[Body or hand keypoint data]

^^^^^^^^^^^^^^^^

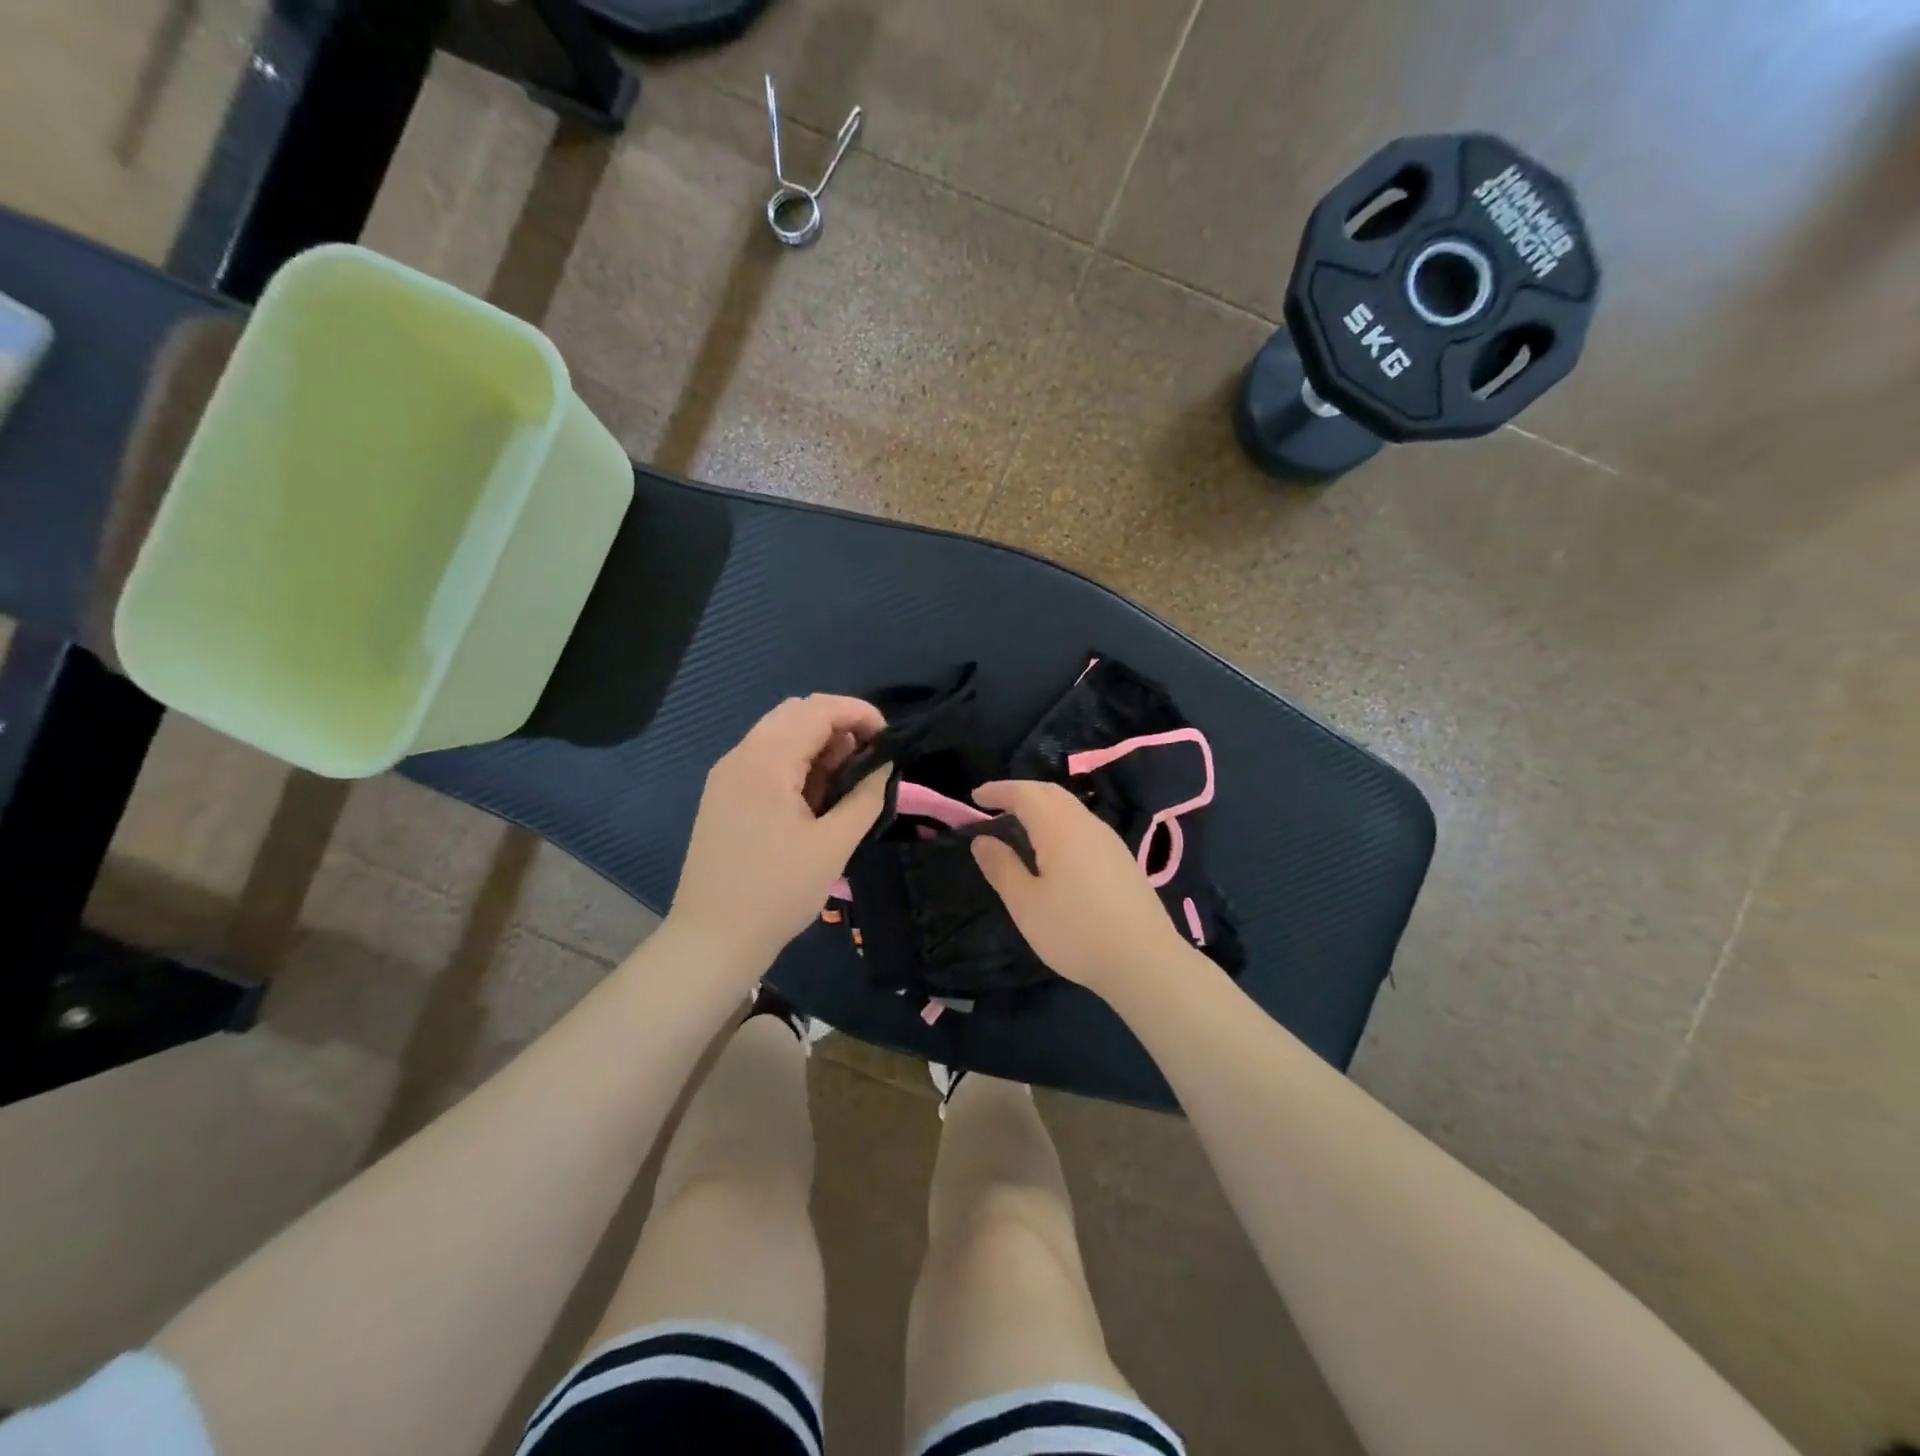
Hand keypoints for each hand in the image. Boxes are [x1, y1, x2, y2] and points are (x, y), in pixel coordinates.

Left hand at [669, 694, 890, 975]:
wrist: (712, 939)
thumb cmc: (777, 893)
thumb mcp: (832, 846)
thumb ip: (865, 798)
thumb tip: (885, 766)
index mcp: (765, 762)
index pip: (817, 709)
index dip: (859, 713)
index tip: (890, 737)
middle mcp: (741, 756)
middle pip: (796, 712)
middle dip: (839, 724)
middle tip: (870, 758)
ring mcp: (727, 775)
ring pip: (779, 733)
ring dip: (818, 742)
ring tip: (847, 778)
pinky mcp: (724, 795)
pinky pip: (765, 757)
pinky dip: (796, 760)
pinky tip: (816, 793)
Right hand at [969, 779, 1191, 994]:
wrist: (1145, 960)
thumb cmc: (1076, 931)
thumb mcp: (1026, 904)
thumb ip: (1002, 867)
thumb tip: (982, 840)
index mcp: (1059, 827)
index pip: (1025, 793)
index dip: (999, 790)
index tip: (975, 797)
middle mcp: (1086, 824)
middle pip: (1050, 793)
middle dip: (1020, 792)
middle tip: (995, 805)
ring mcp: (1109, 840)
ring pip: (1070, 807)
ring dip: (1042, 806)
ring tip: (1020, 824)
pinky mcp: (1121, 858)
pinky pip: (1083, 825)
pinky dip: (1059, 822)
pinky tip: (1053, 848)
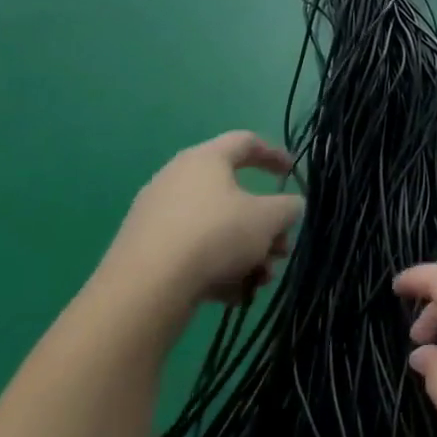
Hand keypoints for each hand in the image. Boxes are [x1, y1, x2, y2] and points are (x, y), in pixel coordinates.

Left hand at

^^^^^^^^^^^^^^^^

What is expected: From the first line to the last, write out the data exactly, dropping any pictures.

Response to the exercise:
Hand keypoints for each hand in the image. Boxes are [x1, y1, x2, y2] and points are (x, y), in pixel coordinates.

Left hand at [669, 694, 890, 975]:
wrist: (712, 939)
thumb cmc: (777, 893)
thumb mcp: (832, 846)
thumb ip: (865, 798)
thumb tip: (885, 766)
index mcp: (765, 762)
index pip: (817, 709)
index dip: (859, 713)
index tip: (890, 737)
middle mcp: (741, 756)
middle pip: (796, 712)
middle dip: (839, 724)
middle tip: (870, 758)
ring mcp: (727, 775)
ring pip: (779, 733)
ring dip: (818, 742)
ring tip: (847, 778)
pinky mcp: (724, 795)
pinky pip: (765, 757)
pinky dip: (796, 760)
pinky tip: (816, 793)
Right hand at [969, 779, 1191, 994]:
wrist: (1145, 960)
thumb cmc: (1076, 931)
thumb mcp: (1026, 904)
thumb ip: (1002, 867)
thumb tip: (982, 840)
index mcp: (1059, 827)
index pip: (1025, 793)
index dip: (999, 790)
index tip: (975, 797)
middle mcp: (1086, 824)
middle pip: (1050, 793)
middle dip: (1020, 792)
middle tip: (995, 805)
ring mcp: (1109, 840)
ring pip: (1070, 807)
ring dip: (1042, 806)
ring tip: (1020, 824)
pinky mcp: (1121, 858)
pinky pip: (1083, 825)
pinky dip: (1059, 822)
pinky tip: (1053, 848)
Hand keypoints for each hand in the image. Boxes are [x1, y1, x2, y2] and points are (x, y), in pixel coordinates.

Left hand at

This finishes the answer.